The records indicated that Patient D.C.’s recovery from the operation was “uneventful,” with “no neurological deficit,” though at least one asylum employee noted that “since the operation he had been unable to find his way to bed and seemed no longer to recognize the hospital staff.”
Milner administered D.C. the Wechsler intelligence test and found that he was extremely bright, even brighter than Henry, with an IQ of 122. Then she began testing his memory. Very quickly she realized that he “presented exactly the same pattern of memory loss as H.M.” When she asked him where he was, he said he had no idea but explained that that was only natural, since he’d arrived there just the night before.
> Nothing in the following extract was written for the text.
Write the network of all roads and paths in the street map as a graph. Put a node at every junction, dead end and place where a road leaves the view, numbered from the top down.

He’d actually been there six weeks.
She ran him through the usual gauntlet of memory tests and tried a few new ones out. She asked him to draw pictures of a dog and an elephant. Then she put them aside. A few minutes later, she showed him the drawings. He was not a good artist. She asked him what animal the drawing of the dog was supposed to be. He squinted at it, then took a guess.
“A deer?” he said.
Then she asked him who h
ad drawn the pictures.
He had no idea.
—
Those drawings, fifty years old now, are among the things that have accrued in Brenda Milner’s overstuffed office, although she can’t find them during my visit.
She does remember a phone call she made the day after she met D.C., though, before leaving Chicago.
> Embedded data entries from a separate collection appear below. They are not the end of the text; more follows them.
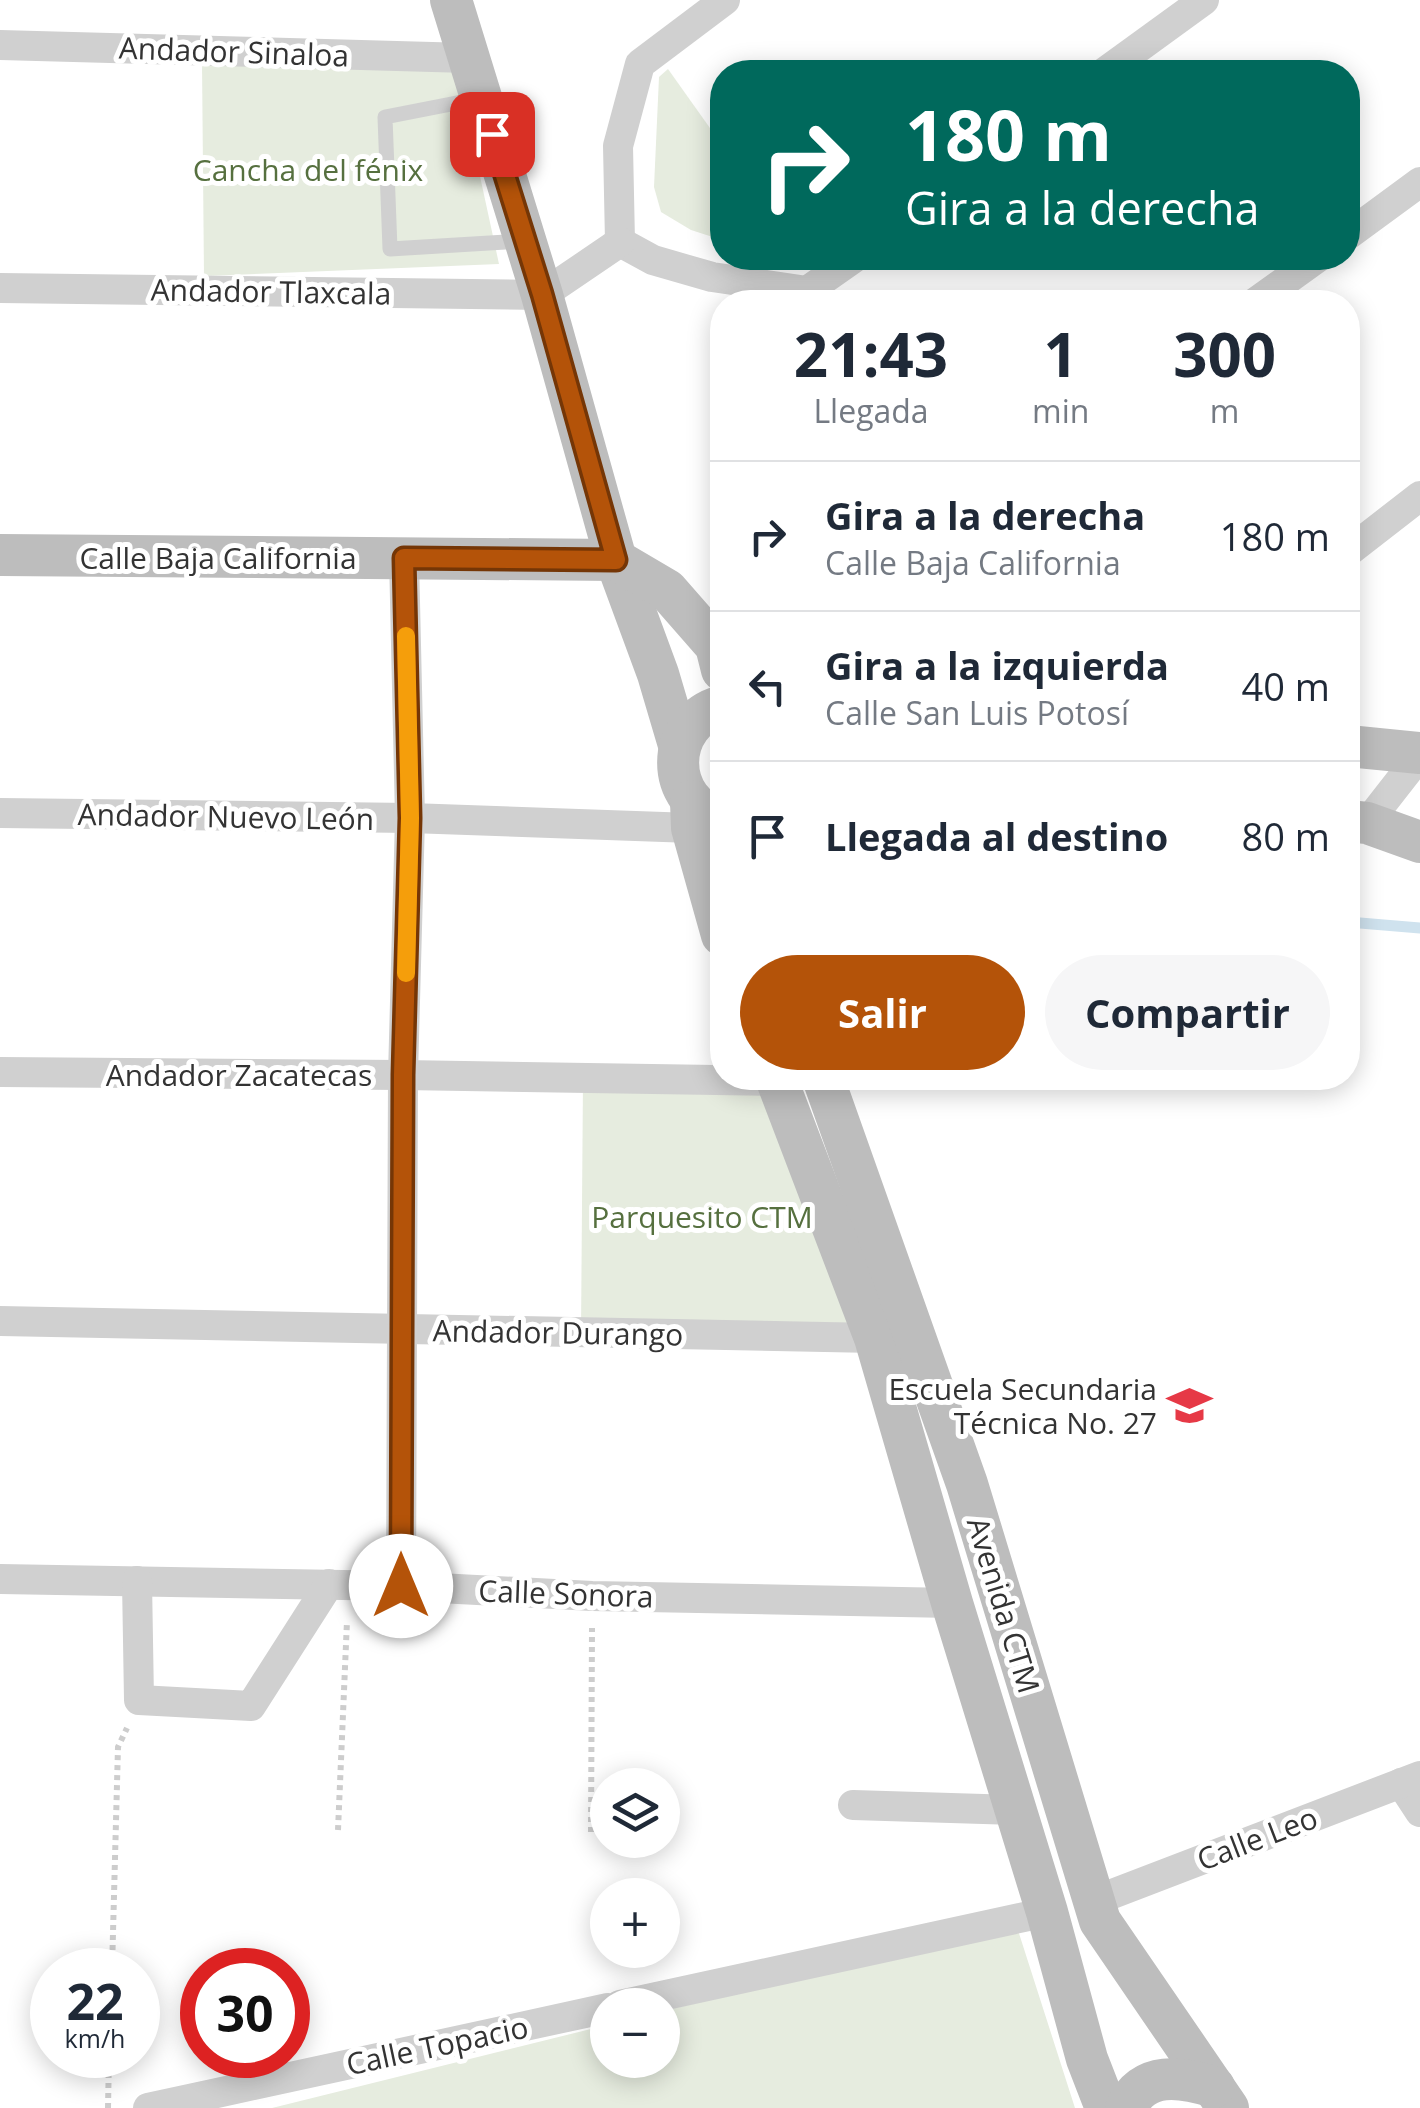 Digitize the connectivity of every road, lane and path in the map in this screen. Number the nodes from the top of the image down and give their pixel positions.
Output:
1 (451, 0) edge
2 (725, 0) edge
3 (1204, 0) edge
4 (0, 45) edge
5 (468, 58) junction
6 (1122, 60) edge
7 (480, 98) junction
8 (1420, 182) edge
9 (1360, 227) edge
10 (525, 240) junction
11 (620, 242) junction
12 (837, 270) edge
13 (1301, 270) edge
14 (0, 288) edge
15 (793, 290) edge
16 (810, 290) edge
17 (1273, 290) edge
18 (542, 294) junction
19 (1420, 496) edge
20 (1360, 543) edge
21 (0, 555) edge
22 (404, 558) junction
23 (616, 560) junction
24 (710, 639) edge
25 (710, 710) edge
26 (679, 745) junction
27 (1360, 747) edge
28 (1420, 754) edge
29 (0, 813) edge
30 (702, 816) edge
31 (410, 818) junction
32 (1360, 820) edge
33 (1360, 823) edge
34 (1420, 842) edge
35 (710, 864) edge
36 (0, 1072) edge
37 (403, 1075) junction
38 (710, 1078) edge
39 (781, 1090) edge
40 (828, 1090) edge
41 (0, 1321) edge
42 (402, 1328) junction
43 (875, 1338) junction
44 (0, 1579) edge
45 (137, 1581) junction
46 (339, 1584) junction
47 (401, 1586) junction
48 (592, 1596) junction
49 (952, 1603) junction
50 (139, 1700) junction
51 (591, 1768) edge
52 (1410, 1780) edge
53 (853, 1805) dead end
54 (1016, 1810) junction
55 (1420, 1812) edge
56 (338, 1830) dead end
57 (1094, 1900) junction
58 (1047, 1912) junction
59 (113, 1948) edge
60 (680, 1992) edge
61 (590, 2012) edge
62 (109, 2078) edge
63 (1221, 2098) edge
64 (108, 2108) edge
65 (148, 2108) edge
66 (1106, 2108) edge
67 (1126, 2108) edge

1 - 5 main road
2 - 11 street
3 - 6 street
4 - 5 street, Andador Sinaloa
5 - 7 main road
7 - 10 main road
7 - 10 lane
8 - 9 street
10 - 18 main road
11 - 15 street
11 - 18 street
12 - 16 street
13 - 17 street
14 - 18 street, Andador Tlaxcala
18 - 23 main road
19 - 20 street
21 - 22 main road, Calle Baja California
22 - 23 main road, Calle Baja California
22 - 31 street
23 - 24 main road
23 - 26 main road
25 - 26 main road
26 - 30 main road
27 - 28 main road
28 - 32 street
29 - 31 street, Andador Nuevo León
30 - 31 street, Andador Nuevo León
30 - 35 main road
31 - 37 street
33 - 34 main road
36 - 37 street, Andador Zacatecas
37 - 38 street, Andador Zacatecas
37 - 42 street
39 - 43 main road, Avenida CTM
40 - 57 main road, Avenida CTM
41 - 42 street, Andador Durango
42 - 43 street, Andador Durango
42 - 47 street
43 - 49 main road, Avenida CTM
44 - 45 street, Calle Sonora
45 - 46 street, Calle Sonora
45 - 50 street
46 - 47 street, Calle Sonora
46 - 50 street
46 - 56 path
47 - 48 street, Calle Sonora
48 - 49 street, Calle Sonora
48 - 51 path
49 - 54 main road, Avenida CTM
50 - 59 path
52 - 55 street
52 - 57 street, Calle Leo
53 - 54 street
54 - 58 main road, Avenida CTM
57 - 63 main road, Avenida CTM
58 - 60 street
58 - 66 main road, Avenida CTM
61 - 65 street, Calle Topacio
62 - 64 path
63 - 67 main road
“I called Dr. Scoville,” she told me. “It was his birthday. His fiftieth birthday, I think. January the thirteenth, wasn’t it?”
She called him, wished him a happy birthday, and told him about the tests she’d run on Patient D.C. and how they had revealed an amnesia just as profound as Henry’s. Then she told him a little bit about D.C.’s history, specifically the fact that he had been a medical doctor.
“This was the thing that got to him,” Milner told me. “You know, the professional thing. I’m sure if he had been something else than a doctor—even a high-level something else—it wouldn’t have bothered him so much. A lawyer or something. But this was a doctor. And it shook him.”
—
In May 1957, the Journal of Neurology, Neurosurgery & Psychiatry published an article by William Beecher Scoville and Brenda Milner titled “Loss of Recent Memory After Bilateral Hippocampal Lesions.” The paper introduced Patient H.M. to the world and detailed the depths of his deficits.